## Exercise requirements
Read through the entries below and copy each line where "Melo" turns up.

Start of Extracted information

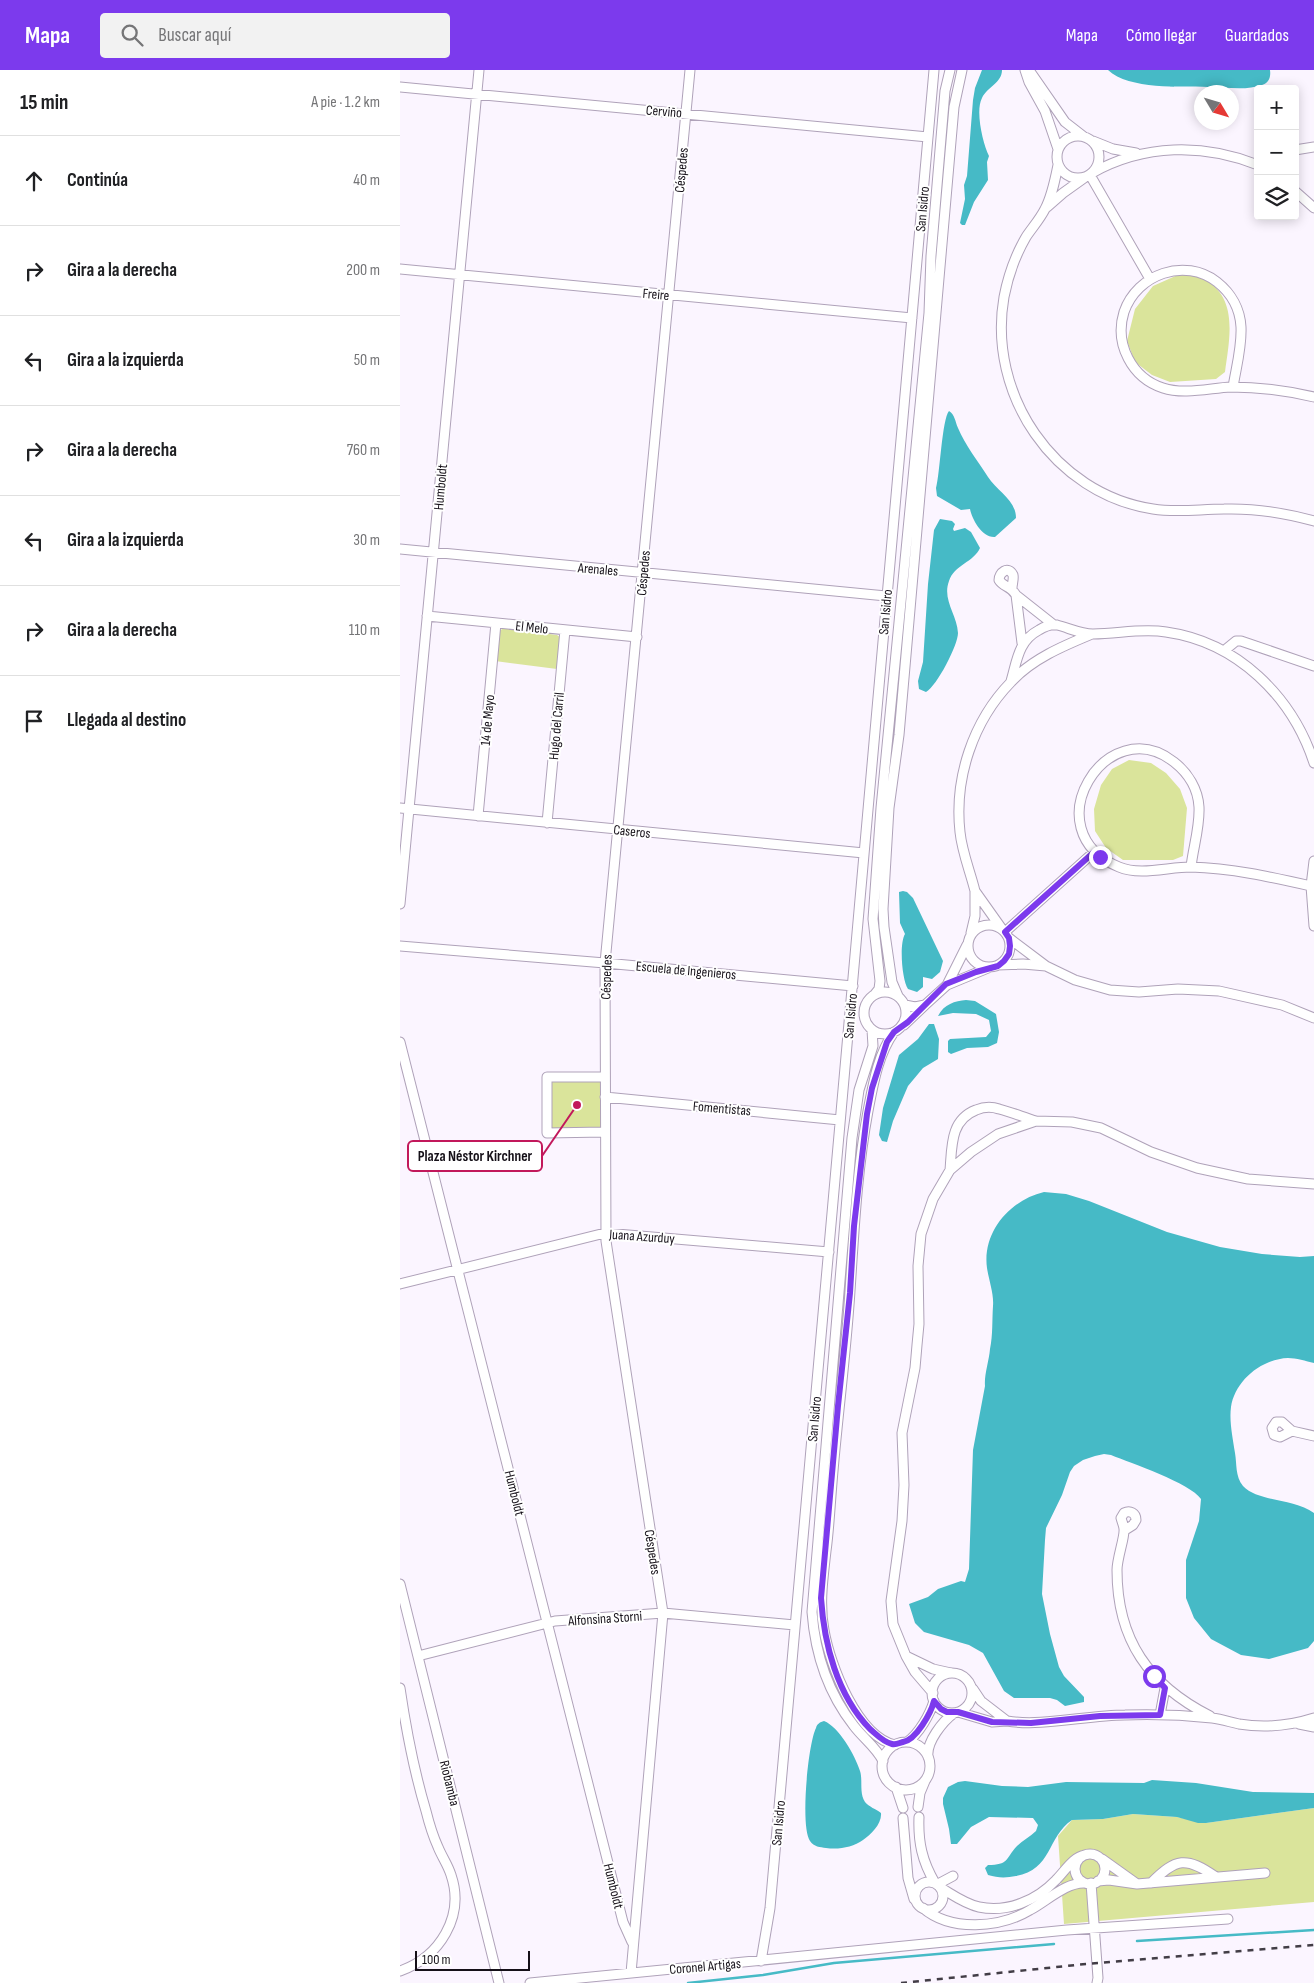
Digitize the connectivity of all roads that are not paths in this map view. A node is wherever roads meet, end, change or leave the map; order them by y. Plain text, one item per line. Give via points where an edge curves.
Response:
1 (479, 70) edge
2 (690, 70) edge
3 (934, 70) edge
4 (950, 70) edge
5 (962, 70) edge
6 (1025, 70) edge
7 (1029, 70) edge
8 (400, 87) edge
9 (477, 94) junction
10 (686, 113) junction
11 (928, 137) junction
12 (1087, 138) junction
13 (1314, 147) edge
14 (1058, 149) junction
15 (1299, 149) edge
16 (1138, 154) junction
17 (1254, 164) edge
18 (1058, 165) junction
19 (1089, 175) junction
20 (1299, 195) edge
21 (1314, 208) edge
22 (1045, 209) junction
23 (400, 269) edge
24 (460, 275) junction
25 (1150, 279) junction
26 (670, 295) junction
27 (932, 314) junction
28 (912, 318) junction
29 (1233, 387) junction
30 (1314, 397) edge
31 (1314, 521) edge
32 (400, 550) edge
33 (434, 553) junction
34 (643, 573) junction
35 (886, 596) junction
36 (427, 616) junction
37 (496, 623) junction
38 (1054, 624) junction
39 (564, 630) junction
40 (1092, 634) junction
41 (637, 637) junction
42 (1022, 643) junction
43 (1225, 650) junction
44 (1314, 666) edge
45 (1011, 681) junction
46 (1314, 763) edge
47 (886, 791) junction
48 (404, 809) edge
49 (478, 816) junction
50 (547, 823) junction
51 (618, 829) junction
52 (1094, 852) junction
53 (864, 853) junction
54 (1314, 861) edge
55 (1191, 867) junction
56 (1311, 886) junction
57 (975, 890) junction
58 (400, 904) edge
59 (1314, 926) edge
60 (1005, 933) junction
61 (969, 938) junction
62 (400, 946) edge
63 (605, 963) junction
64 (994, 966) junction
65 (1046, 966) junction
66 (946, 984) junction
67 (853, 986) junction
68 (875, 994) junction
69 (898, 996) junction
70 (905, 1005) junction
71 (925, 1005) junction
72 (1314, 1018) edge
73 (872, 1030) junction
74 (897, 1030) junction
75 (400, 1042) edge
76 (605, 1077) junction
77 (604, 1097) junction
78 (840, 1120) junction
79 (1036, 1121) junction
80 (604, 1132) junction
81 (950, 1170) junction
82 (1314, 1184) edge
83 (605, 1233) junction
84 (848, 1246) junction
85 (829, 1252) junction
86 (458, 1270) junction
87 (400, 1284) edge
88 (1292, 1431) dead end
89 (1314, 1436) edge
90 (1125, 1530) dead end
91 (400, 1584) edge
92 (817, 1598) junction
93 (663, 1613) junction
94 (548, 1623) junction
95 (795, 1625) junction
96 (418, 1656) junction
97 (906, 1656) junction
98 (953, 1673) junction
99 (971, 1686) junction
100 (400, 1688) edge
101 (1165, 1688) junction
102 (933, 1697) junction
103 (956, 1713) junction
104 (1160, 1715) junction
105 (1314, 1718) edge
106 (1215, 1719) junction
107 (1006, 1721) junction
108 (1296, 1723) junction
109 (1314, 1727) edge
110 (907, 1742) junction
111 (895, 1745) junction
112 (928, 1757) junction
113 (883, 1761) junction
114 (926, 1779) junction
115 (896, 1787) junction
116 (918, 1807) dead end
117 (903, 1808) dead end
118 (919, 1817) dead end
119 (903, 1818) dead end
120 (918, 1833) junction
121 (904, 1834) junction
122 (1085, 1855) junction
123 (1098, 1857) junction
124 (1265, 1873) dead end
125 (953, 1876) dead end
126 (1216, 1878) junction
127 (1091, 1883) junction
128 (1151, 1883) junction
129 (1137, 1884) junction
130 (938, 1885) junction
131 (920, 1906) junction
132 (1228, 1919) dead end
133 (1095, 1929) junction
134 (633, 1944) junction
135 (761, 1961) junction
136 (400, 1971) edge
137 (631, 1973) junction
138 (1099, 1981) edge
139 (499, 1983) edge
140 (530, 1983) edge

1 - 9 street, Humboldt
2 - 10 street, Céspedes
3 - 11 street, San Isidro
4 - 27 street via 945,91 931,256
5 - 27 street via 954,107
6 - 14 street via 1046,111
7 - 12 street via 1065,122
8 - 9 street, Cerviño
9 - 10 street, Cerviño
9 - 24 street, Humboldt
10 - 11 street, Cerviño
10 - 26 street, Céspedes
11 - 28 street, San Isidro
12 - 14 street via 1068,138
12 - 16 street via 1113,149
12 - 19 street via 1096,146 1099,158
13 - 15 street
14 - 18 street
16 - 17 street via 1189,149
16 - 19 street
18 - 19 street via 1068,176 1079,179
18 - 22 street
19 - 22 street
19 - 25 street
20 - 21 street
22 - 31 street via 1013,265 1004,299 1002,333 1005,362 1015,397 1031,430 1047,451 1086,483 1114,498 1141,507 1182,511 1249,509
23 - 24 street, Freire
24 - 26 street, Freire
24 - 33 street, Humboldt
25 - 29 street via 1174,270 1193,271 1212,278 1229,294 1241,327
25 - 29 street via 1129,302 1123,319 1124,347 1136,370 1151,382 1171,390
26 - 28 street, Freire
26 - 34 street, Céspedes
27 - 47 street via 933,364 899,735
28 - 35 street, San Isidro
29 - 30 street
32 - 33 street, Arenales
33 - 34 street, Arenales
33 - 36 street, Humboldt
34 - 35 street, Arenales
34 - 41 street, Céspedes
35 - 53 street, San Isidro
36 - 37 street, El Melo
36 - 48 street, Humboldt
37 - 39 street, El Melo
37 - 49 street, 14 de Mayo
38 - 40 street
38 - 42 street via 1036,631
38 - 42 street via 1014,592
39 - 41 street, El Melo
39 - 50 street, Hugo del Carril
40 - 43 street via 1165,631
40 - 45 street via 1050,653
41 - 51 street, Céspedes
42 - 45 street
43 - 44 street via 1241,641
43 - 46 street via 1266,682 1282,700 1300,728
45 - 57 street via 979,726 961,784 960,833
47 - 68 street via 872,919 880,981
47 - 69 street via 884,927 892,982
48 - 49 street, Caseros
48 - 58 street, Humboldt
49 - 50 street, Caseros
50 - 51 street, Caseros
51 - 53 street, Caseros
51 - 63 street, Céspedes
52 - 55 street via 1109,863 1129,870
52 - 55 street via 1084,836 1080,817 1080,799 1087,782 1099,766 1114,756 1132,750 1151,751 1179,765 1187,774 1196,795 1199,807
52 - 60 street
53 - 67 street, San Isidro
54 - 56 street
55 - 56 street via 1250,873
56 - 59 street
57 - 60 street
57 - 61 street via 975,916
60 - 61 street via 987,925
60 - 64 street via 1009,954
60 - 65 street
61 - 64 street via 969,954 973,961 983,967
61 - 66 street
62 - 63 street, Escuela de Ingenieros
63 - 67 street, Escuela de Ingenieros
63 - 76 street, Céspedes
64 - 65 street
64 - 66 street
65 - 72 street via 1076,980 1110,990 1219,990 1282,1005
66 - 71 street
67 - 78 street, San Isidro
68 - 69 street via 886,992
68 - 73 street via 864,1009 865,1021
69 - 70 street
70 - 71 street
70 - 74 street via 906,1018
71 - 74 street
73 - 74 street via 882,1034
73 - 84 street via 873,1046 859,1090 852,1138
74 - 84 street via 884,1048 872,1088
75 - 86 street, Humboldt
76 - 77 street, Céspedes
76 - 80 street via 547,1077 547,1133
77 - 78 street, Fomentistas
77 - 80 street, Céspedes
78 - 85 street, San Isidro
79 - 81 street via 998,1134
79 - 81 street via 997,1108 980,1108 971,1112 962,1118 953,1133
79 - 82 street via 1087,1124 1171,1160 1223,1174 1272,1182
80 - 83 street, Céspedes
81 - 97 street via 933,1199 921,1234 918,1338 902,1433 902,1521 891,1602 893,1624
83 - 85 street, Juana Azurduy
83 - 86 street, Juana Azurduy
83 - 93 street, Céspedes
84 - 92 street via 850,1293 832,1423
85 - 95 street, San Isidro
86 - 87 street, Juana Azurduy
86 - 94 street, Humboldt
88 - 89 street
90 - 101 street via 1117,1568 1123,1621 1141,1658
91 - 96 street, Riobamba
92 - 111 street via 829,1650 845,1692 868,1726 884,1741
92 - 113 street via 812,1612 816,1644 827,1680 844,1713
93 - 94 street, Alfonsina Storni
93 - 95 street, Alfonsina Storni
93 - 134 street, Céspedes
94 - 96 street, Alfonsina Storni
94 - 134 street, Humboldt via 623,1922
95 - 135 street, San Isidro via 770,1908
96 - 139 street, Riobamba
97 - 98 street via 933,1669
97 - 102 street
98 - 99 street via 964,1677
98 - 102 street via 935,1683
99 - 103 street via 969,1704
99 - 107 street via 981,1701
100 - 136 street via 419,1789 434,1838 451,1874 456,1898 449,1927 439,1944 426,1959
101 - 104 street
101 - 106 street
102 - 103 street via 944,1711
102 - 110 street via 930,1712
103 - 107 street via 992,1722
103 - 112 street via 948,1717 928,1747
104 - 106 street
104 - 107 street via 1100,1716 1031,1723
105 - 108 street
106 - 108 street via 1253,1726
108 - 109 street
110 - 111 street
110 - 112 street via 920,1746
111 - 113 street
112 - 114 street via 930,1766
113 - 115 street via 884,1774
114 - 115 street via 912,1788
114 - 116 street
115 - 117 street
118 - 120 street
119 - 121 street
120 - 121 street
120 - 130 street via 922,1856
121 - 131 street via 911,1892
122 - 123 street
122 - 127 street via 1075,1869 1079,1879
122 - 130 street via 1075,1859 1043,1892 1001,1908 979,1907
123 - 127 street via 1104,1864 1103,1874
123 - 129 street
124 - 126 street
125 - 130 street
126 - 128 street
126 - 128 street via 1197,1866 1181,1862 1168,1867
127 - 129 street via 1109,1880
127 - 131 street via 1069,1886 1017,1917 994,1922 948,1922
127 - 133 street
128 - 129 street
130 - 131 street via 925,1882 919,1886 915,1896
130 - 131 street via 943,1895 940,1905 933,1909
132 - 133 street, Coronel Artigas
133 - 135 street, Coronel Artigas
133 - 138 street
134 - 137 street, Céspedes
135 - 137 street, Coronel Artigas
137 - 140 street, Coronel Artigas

End of Extracted information
Start of Extracted information

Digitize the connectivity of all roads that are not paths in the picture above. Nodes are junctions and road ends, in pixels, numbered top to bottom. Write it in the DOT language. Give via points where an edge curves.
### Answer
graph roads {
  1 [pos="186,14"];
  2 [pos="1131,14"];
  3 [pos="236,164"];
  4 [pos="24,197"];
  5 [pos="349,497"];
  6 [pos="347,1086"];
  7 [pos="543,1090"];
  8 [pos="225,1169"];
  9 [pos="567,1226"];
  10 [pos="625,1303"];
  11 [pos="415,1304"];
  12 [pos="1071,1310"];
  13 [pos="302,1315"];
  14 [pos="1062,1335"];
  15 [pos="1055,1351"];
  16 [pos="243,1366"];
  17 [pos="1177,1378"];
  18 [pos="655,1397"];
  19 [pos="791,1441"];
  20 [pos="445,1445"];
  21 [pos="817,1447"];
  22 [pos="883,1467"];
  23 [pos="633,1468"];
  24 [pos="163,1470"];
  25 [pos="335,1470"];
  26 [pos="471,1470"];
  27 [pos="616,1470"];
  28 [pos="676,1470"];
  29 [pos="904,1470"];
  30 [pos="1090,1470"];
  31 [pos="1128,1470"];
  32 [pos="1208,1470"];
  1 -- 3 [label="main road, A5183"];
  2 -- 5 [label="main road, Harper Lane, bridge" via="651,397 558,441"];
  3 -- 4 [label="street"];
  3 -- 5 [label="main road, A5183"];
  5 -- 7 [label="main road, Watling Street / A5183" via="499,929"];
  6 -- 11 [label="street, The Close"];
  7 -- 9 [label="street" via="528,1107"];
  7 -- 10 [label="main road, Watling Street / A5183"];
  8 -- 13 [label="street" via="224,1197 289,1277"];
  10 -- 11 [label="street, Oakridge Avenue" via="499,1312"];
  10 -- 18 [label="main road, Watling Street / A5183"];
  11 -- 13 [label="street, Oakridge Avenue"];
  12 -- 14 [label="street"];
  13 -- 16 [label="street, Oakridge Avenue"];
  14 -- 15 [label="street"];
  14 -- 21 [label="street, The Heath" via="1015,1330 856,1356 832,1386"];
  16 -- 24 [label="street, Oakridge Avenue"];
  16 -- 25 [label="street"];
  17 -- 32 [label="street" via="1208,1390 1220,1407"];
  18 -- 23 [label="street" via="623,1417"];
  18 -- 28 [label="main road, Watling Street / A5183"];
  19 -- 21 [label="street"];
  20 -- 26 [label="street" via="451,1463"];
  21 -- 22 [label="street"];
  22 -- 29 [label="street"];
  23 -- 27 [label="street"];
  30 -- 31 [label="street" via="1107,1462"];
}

End of Extracted information

## Final answer
36 - 37 street, El Melo
37 - 39 street, El Melo
39 - 41 street, El Melo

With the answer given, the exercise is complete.